Copy, in full, each line of the material that holds the word "Nouf".

**** Supplied information ****

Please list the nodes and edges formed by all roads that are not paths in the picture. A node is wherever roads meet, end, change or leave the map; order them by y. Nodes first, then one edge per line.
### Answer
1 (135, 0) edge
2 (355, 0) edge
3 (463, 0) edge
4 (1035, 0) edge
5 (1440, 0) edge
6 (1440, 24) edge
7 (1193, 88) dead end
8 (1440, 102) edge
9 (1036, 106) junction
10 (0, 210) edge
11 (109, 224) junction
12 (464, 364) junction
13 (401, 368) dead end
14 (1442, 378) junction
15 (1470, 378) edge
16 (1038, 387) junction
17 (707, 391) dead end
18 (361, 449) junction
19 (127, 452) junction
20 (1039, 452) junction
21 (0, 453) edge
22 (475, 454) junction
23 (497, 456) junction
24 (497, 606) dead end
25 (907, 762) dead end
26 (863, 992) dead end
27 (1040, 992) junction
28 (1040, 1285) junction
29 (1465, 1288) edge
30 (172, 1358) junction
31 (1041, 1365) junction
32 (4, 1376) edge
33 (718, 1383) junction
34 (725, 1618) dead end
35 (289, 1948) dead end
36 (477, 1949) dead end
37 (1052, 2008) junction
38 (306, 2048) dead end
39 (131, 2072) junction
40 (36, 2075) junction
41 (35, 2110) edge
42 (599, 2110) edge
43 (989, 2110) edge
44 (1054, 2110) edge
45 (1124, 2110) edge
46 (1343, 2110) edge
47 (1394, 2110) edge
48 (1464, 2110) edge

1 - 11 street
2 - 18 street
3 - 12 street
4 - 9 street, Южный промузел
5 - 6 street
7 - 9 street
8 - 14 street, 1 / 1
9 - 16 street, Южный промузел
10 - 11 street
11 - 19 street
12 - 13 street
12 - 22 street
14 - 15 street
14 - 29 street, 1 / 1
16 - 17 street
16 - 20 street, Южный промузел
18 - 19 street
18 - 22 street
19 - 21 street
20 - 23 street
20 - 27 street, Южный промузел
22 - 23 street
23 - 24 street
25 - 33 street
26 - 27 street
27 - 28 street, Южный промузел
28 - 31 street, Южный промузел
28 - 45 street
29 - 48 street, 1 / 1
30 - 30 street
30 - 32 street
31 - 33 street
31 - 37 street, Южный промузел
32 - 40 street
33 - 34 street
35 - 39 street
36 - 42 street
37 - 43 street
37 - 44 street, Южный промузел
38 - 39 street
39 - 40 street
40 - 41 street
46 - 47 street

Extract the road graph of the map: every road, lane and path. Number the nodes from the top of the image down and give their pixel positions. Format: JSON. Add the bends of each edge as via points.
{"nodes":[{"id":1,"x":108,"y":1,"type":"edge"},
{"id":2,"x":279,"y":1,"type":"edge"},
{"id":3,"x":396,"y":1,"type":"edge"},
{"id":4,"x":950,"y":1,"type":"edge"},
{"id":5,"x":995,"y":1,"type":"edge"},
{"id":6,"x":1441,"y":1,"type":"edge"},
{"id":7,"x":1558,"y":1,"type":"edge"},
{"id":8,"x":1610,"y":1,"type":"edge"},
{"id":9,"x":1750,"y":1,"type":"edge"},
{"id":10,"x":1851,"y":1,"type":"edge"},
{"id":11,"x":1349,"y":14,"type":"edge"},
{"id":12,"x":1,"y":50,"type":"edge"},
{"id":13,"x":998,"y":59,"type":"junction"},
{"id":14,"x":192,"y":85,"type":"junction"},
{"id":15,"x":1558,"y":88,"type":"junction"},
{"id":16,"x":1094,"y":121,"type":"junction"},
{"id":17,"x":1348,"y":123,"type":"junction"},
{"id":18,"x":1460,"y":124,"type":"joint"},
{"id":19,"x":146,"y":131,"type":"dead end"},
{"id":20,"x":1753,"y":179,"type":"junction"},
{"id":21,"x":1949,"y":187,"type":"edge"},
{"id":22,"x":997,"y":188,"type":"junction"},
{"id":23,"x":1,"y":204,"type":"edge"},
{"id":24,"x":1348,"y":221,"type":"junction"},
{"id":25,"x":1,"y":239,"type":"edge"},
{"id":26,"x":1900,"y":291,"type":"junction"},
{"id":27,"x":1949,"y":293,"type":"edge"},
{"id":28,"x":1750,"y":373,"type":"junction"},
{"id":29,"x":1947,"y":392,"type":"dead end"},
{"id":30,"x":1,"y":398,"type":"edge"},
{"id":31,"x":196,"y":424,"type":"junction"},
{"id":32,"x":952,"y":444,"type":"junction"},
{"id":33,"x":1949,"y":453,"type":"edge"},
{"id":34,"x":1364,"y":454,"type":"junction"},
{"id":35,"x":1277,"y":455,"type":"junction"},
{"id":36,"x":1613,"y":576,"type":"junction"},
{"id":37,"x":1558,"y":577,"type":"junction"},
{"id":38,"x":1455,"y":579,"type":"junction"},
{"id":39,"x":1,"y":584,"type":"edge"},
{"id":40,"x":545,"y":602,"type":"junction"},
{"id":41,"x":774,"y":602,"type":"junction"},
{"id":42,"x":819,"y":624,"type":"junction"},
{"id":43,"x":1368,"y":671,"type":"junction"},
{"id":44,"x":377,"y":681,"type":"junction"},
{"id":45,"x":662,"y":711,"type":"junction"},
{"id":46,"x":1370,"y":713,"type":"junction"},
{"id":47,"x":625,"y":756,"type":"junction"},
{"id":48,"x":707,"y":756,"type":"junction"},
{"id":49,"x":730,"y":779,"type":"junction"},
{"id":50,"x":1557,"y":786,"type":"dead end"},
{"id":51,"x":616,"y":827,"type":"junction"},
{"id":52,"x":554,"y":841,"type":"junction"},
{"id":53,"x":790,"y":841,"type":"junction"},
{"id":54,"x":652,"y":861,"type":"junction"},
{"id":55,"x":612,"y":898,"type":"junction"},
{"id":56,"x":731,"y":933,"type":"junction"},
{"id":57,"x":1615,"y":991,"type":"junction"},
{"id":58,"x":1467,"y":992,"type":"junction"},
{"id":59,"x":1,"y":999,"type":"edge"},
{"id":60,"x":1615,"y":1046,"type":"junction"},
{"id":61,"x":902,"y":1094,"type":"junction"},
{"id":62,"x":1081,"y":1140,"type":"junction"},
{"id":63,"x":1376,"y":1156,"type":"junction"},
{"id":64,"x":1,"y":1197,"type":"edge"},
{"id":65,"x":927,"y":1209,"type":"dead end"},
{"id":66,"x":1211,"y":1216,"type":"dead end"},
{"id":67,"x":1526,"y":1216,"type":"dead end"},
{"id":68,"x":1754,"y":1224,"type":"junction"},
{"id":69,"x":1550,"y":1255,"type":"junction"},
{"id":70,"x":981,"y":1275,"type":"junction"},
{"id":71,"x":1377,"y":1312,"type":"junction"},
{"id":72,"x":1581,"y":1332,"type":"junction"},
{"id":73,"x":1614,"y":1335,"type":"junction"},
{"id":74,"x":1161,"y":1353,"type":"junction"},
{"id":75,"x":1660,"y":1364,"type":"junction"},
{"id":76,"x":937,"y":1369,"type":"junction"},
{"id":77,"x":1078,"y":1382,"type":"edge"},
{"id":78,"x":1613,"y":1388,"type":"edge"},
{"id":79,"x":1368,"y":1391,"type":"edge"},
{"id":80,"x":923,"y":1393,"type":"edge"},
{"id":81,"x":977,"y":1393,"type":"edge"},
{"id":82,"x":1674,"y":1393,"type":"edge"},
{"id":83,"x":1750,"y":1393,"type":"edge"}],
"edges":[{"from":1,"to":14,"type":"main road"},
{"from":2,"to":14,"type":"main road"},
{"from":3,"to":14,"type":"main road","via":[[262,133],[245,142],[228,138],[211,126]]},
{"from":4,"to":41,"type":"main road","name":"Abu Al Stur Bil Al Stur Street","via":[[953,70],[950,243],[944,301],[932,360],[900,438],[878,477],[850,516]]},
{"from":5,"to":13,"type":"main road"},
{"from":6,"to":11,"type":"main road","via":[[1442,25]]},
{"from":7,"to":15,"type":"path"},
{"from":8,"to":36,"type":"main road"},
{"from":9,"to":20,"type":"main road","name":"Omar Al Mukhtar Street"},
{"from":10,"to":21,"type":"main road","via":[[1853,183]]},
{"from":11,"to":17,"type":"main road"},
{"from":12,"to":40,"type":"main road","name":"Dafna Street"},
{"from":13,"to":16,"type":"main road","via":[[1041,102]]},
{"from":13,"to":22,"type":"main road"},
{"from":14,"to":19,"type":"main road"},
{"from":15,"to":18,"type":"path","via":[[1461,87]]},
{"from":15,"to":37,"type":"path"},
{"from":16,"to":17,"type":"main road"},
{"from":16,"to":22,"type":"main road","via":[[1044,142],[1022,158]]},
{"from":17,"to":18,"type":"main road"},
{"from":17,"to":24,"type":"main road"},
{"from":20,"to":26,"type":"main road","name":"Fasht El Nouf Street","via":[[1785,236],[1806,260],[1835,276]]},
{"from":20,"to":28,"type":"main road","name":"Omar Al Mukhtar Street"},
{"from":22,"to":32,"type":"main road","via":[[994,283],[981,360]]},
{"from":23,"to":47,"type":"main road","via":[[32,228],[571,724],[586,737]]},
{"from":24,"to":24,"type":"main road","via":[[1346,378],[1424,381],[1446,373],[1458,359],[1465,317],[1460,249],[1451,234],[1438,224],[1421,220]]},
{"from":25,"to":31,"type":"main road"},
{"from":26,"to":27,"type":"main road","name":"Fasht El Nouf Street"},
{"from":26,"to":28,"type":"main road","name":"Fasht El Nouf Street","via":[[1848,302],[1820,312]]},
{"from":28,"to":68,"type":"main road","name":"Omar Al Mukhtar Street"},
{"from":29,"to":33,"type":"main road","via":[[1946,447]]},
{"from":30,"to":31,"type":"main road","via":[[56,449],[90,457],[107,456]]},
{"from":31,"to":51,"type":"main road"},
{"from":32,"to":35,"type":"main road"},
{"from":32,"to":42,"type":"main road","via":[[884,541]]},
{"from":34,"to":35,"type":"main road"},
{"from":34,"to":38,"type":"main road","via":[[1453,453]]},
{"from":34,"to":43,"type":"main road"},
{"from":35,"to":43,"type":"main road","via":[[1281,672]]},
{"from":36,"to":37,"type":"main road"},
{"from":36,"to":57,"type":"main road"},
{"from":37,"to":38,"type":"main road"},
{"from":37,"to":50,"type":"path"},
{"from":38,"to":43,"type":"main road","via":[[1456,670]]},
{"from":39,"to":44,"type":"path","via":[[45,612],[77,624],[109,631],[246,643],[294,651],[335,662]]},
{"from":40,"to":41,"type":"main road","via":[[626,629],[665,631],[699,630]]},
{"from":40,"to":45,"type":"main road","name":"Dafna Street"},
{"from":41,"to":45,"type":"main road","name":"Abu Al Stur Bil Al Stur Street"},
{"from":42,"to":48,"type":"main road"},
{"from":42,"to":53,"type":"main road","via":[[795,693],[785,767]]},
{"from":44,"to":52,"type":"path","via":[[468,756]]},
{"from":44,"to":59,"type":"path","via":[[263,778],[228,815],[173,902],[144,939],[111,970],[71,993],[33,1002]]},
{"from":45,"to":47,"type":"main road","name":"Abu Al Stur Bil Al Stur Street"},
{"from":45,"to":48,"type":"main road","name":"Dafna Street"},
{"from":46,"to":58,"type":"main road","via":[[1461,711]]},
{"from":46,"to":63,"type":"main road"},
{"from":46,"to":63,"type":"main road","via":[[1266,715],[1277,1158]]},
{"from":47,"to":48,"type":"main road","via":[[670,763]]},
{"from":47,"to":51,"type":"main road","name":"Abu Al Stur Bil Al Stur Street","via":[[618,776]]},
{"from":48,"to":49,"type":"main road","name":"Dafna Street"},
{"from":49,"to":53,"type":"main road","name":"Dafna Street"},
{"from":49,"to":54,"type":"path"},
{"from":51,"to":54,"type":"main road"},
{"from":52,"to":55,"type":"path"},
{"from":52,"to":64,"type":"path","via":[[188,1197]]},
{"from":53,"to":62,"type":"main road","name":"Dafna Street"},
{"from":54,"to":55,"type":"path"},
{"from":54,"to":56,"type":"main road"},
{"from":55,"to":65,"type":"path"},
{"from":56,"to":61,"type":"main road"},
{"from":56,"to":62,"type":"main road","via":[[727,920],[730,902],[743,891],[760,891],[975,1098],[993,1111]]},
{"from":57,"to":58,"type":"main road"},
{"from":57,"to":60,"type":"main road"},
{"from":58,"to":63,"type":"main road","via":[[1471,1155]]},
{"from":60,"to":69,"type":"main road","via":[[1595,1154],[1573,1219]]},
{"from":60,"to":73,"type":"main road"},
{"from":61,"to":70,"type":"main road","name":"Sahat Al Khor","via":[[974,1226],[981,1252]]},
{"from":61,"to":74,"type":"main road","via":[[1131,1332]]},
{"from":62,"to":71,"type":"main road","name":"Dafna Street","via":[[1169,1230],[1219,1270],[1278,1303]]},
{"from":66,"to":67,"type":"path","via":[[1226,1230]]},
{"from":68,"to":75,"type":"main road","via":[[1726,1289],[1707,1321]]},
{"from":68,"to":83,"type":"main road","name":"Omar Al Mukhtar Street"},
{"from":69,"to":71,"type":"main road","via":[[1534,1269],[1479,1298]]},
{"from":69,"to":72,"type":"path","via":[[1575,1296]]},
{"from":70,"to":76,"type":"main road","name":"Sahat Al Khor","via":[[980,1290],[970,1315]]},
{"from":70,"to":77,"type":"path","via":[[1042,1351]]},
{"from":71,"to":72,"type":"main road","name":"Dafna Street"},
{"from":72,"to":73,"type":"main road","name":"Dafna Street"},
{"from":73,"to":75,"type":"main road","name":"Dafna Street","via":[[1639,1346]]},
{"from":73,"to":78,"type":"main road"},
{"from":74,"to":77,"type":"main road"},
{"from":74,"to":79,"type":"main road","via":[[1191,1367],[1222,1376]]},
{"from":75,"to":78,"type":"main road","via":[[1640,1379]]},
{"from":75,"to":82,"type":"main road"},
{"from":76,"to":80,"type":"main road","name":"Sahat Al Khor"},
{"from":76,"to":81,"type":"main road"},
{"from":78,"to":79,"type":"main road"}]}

****

Response for this exercise ->
{"from":20,"to":26,"type":"main road","name":"Fasht El Nouf Street","via":[[1785,236],[1806,260],[1835,276]]},
{"from":26,"to":27,"type":"main road","name":"Fasht El Nouf Street"},
{"from":26,"to":28,"type":"main road","name":"Fasht El Nouf Street","via":[[1848,302],[1820,312]]},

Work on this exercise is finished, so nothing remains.